Exhibitor Brenda Smith, a metalsmith from Atlanta, Georgia, agrees that more muted collections will be crucial to retailers’ inventories. “Because of the current economic situation, I predict that clients will continue to prefer minimalist looks for the younger generation,” she says. Her new Simply line answers this demand.

It also lets her be agile on pricing, a sensitive topic that will likely be at the forefront of jewelry buyers’ minds. Her collection uses less gold and substitutes colored gemstones for diamonds in many cases. She’s also noted a rise in demand for lab-grown diamonds, which are less expensive.

Other brands are tackling the pricing issue in different ways. In addition to focusing on safe havens like tennis bracelets and chains, and introducing lower-price-point lines that incorporate leather, New York designer Alp Sagnak has gotten smart with his supply chain. “We made a conscious decision to produce more than we used to, to bring the prices down,” he says.

Bridal: Single-stone elegance

While show attendees can expect an exuberant atmosphere as JCK rips up the budget to celebrate its 30th anniversary in lavish style, one jewelry segment that’s taking a pass on excess is bridal.

“Everything is simple right now — solitaires all the way,” says Paula Kogan, senior bridal and fine-jewelry buyer at Watches of Switzerland, which owns US retail chains Mayors and Betteridge. Core styles with round brilliant and princess-cut diamonds — particularly in platinum — are selling well at Watches of Switzerland Group stores.

With this in mind, Kogan plans to use JCK to source classic bridal jewelry, as well as other evergreen categories such as diamond tennis bracelets, rivière necklaces, and diamond stud earrings. Since her focus is on single-stone rings, she’s experimenting with different cuts.

“Ovals launched two years ago and are seeing a lot of success, and now we are moving into other shapes such as emeralds and marquise, and are getting a lot of inquiries from clients for these,” she says. “Cushions are popular again. I think this is likely the result of celebrity trends trickling down.”

One style she won’t be seeking out, however, is halo engagement rings — the seemingly bulletproof offering of the past decade. “Sales are declining,” she explains.

Some JCK exhibitors are prepared for this shift. “I’ve been getting a lot more requests for single-stone engagement rings lately,” says Chris Ploof, a Massachusetts jeweler who sells to more than 50 retail stores across the US. “I think we will be seeing a trend away from the halo style back to solitaires.”

That’s not to say consumers will be spending less. While the number of diamonds per design might be decreasing, the quality and carat count are likely going up, believes Ploof. “Our bridal is trending [upward,] with finer materials and higher prices. We have several new bridal offerings combining our Damascus steel with precious metals and diamonds.”

The trend is also feeding into men’s wedding rings, he adds: “We are finally seeing men’s precious ring sales start to gain importance again. For quite a while, it was titanium this and tungsten that, but I think customers are finally realizing there is little to no craft or soul in rings like that, and that there is really no value to it at all.”

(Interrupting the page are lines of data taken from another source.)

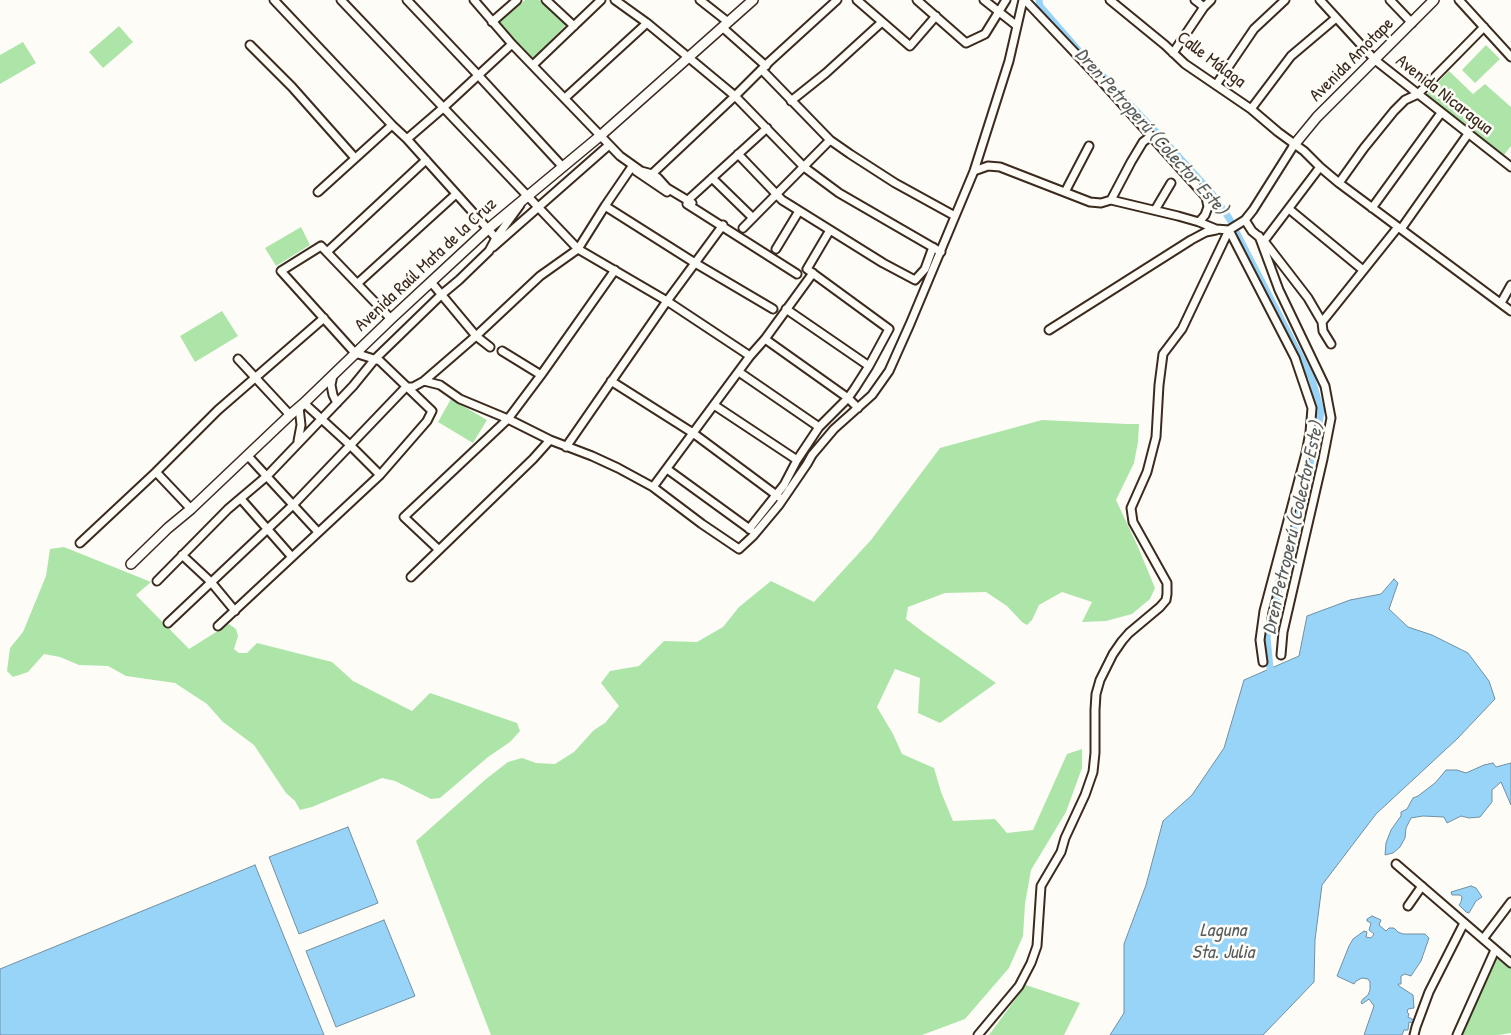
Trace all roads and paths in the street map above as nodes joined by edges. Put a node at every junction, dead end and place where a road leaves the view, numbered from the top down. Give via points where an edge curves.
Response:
1 (274, 0) edge
2 (341, 0) edge
3 (407, 0) edge
4 (474, 0) edge
5 (517, 0) edge
6 (546, 0) edge
7 (601, 0) edge
8 (615, 0) edge
9 (700, 0) edge
10 (753, 0) edge
11 (837, 0) edge
12 (857, 0) edge
13 (917, 0) edge
14 (984, 0) edge
15 (1006, 0) edge
16 (1024, 0) edge
17 (1110, 0) edge
18 (1195, 0) edge
19 (1211, 0) edge
20 (1285, 0) edge
21 (1320, 0) edge
22 (1390, 0) edge
23 (1434, 0) edge
24 (1459, 0) edge
25 (1204, 7) junction
26 (998, 12) junction
27 (936, 16) junction
28 (1336, 18) junction
29 (492, 22) junction
30 (882, 22) junction
31 (647, 23) junction
32 (1412, 23) junction
33 (725, 25) junction
34 (574, 26) junction
35 (1017, 26) junction
36 (1484, 27) junction
37 (512, 44) junction
38 (250, 45) dead end
39 (1174, 53) junction
40 (689, 57) junction
41 (1511, 57) edge
42 (1375, 60) junction
43 (532, 65) junction
44 (764, 68) junction
45 (478, 75) junction
46 (1216, 85) junction
47 (1418, 94) junction
48 (736, 96) junction
49 (565, 98) junction
50 (791, 100) junction
51 (443, 108) junction
52 (1251, 109) junction
53 (1441, 113) junction
54 (392, 125) junction
55 (767, 128) junction
56 (1468, 134) junction
57 (600, 136) junction
58 (1151, 136) junction
59 (407, 139) junction
60 (830, 140) junction
61 (1294, 144) junction
62 (609, 145) junction
63 (1089, 146) dead end
64 (738, 154) junction
65 (620, 156) junction
66 (1511, 156) edge
67 (979, 157) junction
68 (355, 158) junction
69 (426, 160) junction
70 (1509, 165) edge
71 (562, 166) junction
72 (804, 166) junction
73 (1000, 167) junction
74 (1320, 167) junction
75 (631, 168) junction
76 (974, 171) junction
77 (652, 174) junction
78 (712, 178) junction
79 (1170, 182) dead end
80 (1339, 183) junction
81 (318, 192) dead end
82 (1065, 192) junction
83 (456, 194) junction
84 (527, 195) junction
85 (776, 195) junction
86 (1112, 200) junction
87 (605, 206) junction
88 (538, 207) junction
89 (1372, 208) junction
90 (1289, 209) junction
91 (1155, 210) junction
92 (799, 211) junction
93 (955, 216) junction
94 (753, 218) junction
95 (1245, 220) junction
96 (1198, 222) junction
97 (723, 226) junction
98 (743, 228) dead end
99 (1399, 228) junction
100 (488, 229) junction
101 (830, 230) junction
102 (1216, 230) junction
103 (1229, 230) junction
104 (496, 238) junction
105 (1262, 239) junction
106 (1191, 240) junction
107 (933, 248) junction
108 (578, 249) junction
109 (776, 249) dead end
110 (489, 251) junction
111 (327, 252) junction
112 (940, 252) junction
113 (695, 263) junction
114 (615, 270) junction
115 (1363, 270) junction
116 (812, 273) junction
117 (797, 274) dead end
118 (431, 282) junction
119 (358, 283) junction
120 (1511, 285) edge
121 (441, 295) junction
122 (667, 301) junction
123 (1501, 303) junction
124 (773, 309) dead end
125 (786, 310) junction
126 (1511, 311) edge
127 (324, 318) junction
128 (391, 319) junction
129 (1322, 322) junction
130 (1049, 330) dead end
131 (476, 336) junction
132 (765, 340) junction
133 (1331, 344) dead end
134 (490, 346) dead end
135 (502, 351) dead end
136 (355, 353) junction
137 (750, 356) junction
138 (238, 359) dead end
139 (375, 359) junction
140 (869, 366) junction
141 (739, 372) junction
142 (333, 375) junction
143 (541, 375) junction
144 (256, 378) junction
145 (424, 381) junction
146 (611, 381) junction
147 (406, 387) junction
148 (848, 398) junction
149 (336, 403) junction
150 (302, 405) junction
151 (714, 405) junction
152 (858, 408) junction
153 (290, 415) junction
154 (321, 419) junction
155 (508, 419) junction
156 (819, 427) junction
157 (693, 434) junction
158 (550, 440) junction
159 (297, 444) junction
160 (351, 446) junction
161 (566, 446) junction
162 (248, 456) junction
163 (797, 460) junction
164 (667, 469) junction
165 (156, 472) junction
166 (380, 475) junction
167 (267, 476) junction
168 (653, 487) junction
169 (780, 497) junction
170 (241, 499) junction
171 (293, 505) junction
172 (191, 510) junction
173 (267, 529) junction
174 (752, 531) junction
175 (318, 532) junction
176 (80, 543) dead end
177 (438, 550) junction
178 (182, 555) junction
179 (292, 557) junction
180 (131, 564) dead end
181 (411, 577) dead end
182 (156, 581) dead end
183 (211, 582) junction
184 (235, 611) junction
185 (168, 624) dead end
186 (218, 626) dead end
187 (1282, 655) dead end
188 (1263, 662) dead end
189 (1396, 864) dead end
190 (1422, 886) junction
191 (1511, 902) edge
192 (1408, 906) dead end
193 (1504, 910) junction
194 (1511, 915) edge
195 (1464, 923) junction
196 (1483, 939) junction
197 (1495, 950) junction
198 (1511, 963) edge
199 (978, 1035) edge
200 (1414, 1035) edge
201 (1456, 1035) edge

1 - 54 street
2 - 51 street
3 - 45 street
4 - 29 street
5 - 29 street
6 - 34 street
7 - 34 street
8 - 31 street
9 - 33 street
10 - 33 street, Avenida Raúl Mata de la Cruz
11 - 44 street
12 - 30 street
13 - 27 street
14 - 26 street
15 - 26 street
16 - 35 street
16 - 58 street
17 - 39 street, Calle Málaga
18 - 25 street
19 - 25 street
20 - 46 street via 1254,29
21 - 28 street, Avenida Nicaragua
22 - 32 street
23 - 32 street, Avenida Amotape
24 - 36 street
25 - 39 street
26 - 27 street via 984,34 966,43
26 - 35 street
27 - 30 street via 910,46
28 - 42 street, Avenida Nicaragua
28 - 52 street via 1291,56
29 - 37 street
30 - 50 street
31 - 40 street
31 - 49 street
32 - 42 street, Avenida Amotape
33 - 40 street, Avenida Raúl Mata de la Cruz
33 - 44 street
34 - 43 street
35 - 67 street
36 - 41 street
36 - 47 street
37 - 43 street
37 - 45 street
38 - 68 street
39 - 46 street, Calle Málaga
40 - 48 street
40 - 57 street, Avenida Raúl Mata de la Cruz
42 - 47 street, Avenida Nicaragua
42 - 61 street, Avenida Amotape
43 - 49 street
44 - 48 street
44 - 50 street
45 - 51 street
45 - 71 street
46 - 52 street, Calle Málaga
47 - 53 street, Avenida Nicaragua
47 - 80 street via 1405,100 1394,111
48 - 55 street
48 - 77 street
49 - 57 street
50 - 60 street
51 - 59 street
51 - 84 street
52 - 61 street, Calle Málaga
53 - 56 street, Avenida Nicaragua
53 - 89 street
54 - 59 street
54 - 68 street
55 - 64 street
55 - 72 street
56 - 70 street, Avenida Nicaragua
56 - 99 street
57 - 62 street
57 - 71 street, Avenida Raúl Mata de la Cruz
58 - 86 street via 1130,162
58 - 96 street via 1206,197 1208,207
59 - 69 street
60 - 72 street
60 - 93 street
61 - 74 street, Calle Málaga
61 - 95 street
62 - 65 street
62 - 88 street
63 - 82 street
64 - 78 street
64 - 85 street
65 - 75 street
65 - 77 street
66 - 70 street
67 - 73 street
67 - 76 street
68 - 81 street
69 - 83 street
69 - 111 street
71 - 84 street, Avenida Raúl Mata de la Cruz
72 - 85 street
72 - 107 street via 839,193
73 - 76 street via 988,166
73 - 82 street
74 - 80 street, Calle Málaga
74 - 90 street
75 - 87 street
75 - 97 street
76 - 93 street
77 - 78 street via 667,188 690,201
78 - 94 street
79 - 91 street
80 - 89 street, Calle Málaga
82 - 86 street via 1090,202
83 - 100 street
83 - 119 street
84 - 88 street
84 - 100 street, Avenida Raúl Mata de la Cruz
84 - 104 street
85 - 92 street
85 - 94 street
86 - 91 street
87 - 108 street
87 - 113 street
88 - 108 street
88 - 110 street
89 - 99 street, Calle Málaga
90 - 105 street
90 - 115 street
91 - 96 street
92 - 101 street
92 - 109 street
93 - 112 street
94 - 98 street
95 - 103 street
95 - 105 street
96 - 102 street
96 - 106 street via 1198,230
97 - 113 street
97 - 117 street
99 - 115 street
99 - 123 street, Calle Málaga
100 - 104 street
100 - 118 street, Avenida Raúl Mata de la Cruz
101 - 107 street via 915,280 925,268
101 - 116 street via 807,269
102 - 103 street
102 - 106 street
103 - 188 street via 1295,358 1312,408 1306,453 1264,611 1260,640
103 - 199 street via 1182,329 1163,354 1156,438 1147,472 1131,508 1133,522 1167,583 1166,600 1122,641 1100,680 1096,694 1093,772 1061,852 1041,886 1037,946 1031,964 1019,986
104 - 110 street
105 - 129 street via 1308,298
105 - 187 street via 1279,290 1325,386 1331,418 1283,632
106 - 130 street
107 - 112 street
108 - 114 street
108 - 131 street via 540,276
110 - 121 street
111 - 119 street
111 - 127 street via 321,246 281,271
112 - 152 street via 889,371
113 - 122 street
113 - 124 street
114 - 122 street
114 - 143 street
115 - 129 street
116 - 125 street
116 - 140 street via 889,329
118 - 121 street
118 - 128 street, Avenida Raúl Mata de la Cruz
119 - 128 street
120 - 123 street
121 - 131 street
121 - 139 street
122 - 137 street
122 - 146 street
123 - 126 street, Calle Málaga
125 - 132 street
125 - 140 street
127 - 136 street
127 - 144 street
128 - 136 street, Avenida Raúl Mata de la Cruz
129 - 133 street
131 - 134 street
131 - 145 street
132 - 137 street
132 - 148 street
135 - 143 street
136 - 139 street
136 - 142 street, Avenida Raúl Mata de la Cruz
137 - 141 street
138 - 144 street
139 - 147 street
139 - 149 street
140 - 148 street
141 - 151 street
141 - 156 street
142 - 149 street via 331,385
142 - 150 street, Avenida Raúl Mata de la Cruz
143 - 155 street
144 - 153 street
144 - 165 street via 218,410
145 - 147 street
145 - 155 street via 440,385 460,399
146 - 157 street
146 - 161 street
147 - 160 street
147 - 166 street via 432,411 428,421
148 - 152 street
148 - 156 street
149 - 154 street
150 - 153 street, Avenida Raúl Mata de la Cruz
150 - 154 street
150 - 159 street
151 - 157 street
151 - 163 street
152 - 169 street via 834,429
153 - 162 street, Avenida Raúl Mata de la Cruz
154 - 159 street
154 - 160 street
155 - 158 street
155 - 177 street via 404,517
156 - 163 street
157 - 164 street
157 - 169 street
158 - 161 street
158 - 177 street
159 - 167 street
160 - 166 street
160 - 171 street
161 - 168 street
162 - 167 street
162 - 172 street, Avenida Raúl Mata de la Cruz
163 - 169 street
164 - 168 street
164 - 174 street
165 - 172 street
165 - 176 street
166 - 175 street
167 - 170 street
167 - 171 street
168 - 174 street via 739,550
169 - 174 street
170 - 173 street
170 - 178 street
171 - 173 street
171 - 175 street
172 - 180 street, Avenida Raúl Mata de la Cruz
173 - 179 street
173 - 183 street
175 - 179 street
177 - 181 street
178 - 182 street
178 - 183 street
179 - 184 street
183 - 184 street
183 - 185 street
184 - 186 street
189 - 190 street
190 - 192 street
190 - 195 street
191 - 193 street
193 - 194 street
193 - 196 street
195 - 196 street
195 - 200 street via 1429,992
196 - 197 street
197 - 198 street
197 - 201 street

With the diamond industry in flux due to the Ukraine war, the resulting scarcities could have an impact on buying at JCK. Though the price of diamonds is rising, retailers with pockets deep enough to compete are expected to do so vigorously.

“Due to inflation, stores will be buying larger diamonds and fancy colors, as we’re already feeling the shortage in supply of more exceptional and rare diamonds,” says Melanie Goldfiner Goldberg, director of business development at Los Angeles-based diamond brand Rahaminov. As for how designers are planning to present those big stones, her money is on yellow gold. It has been in demand for Rahaminov’s popular line of engagement rings with moval-cut diamonds in simple bezel settings, she reports.

This collection is perhaps a good overview of what we can expect in the bridal halls of JCK this year: simple designs, luxuriously executed.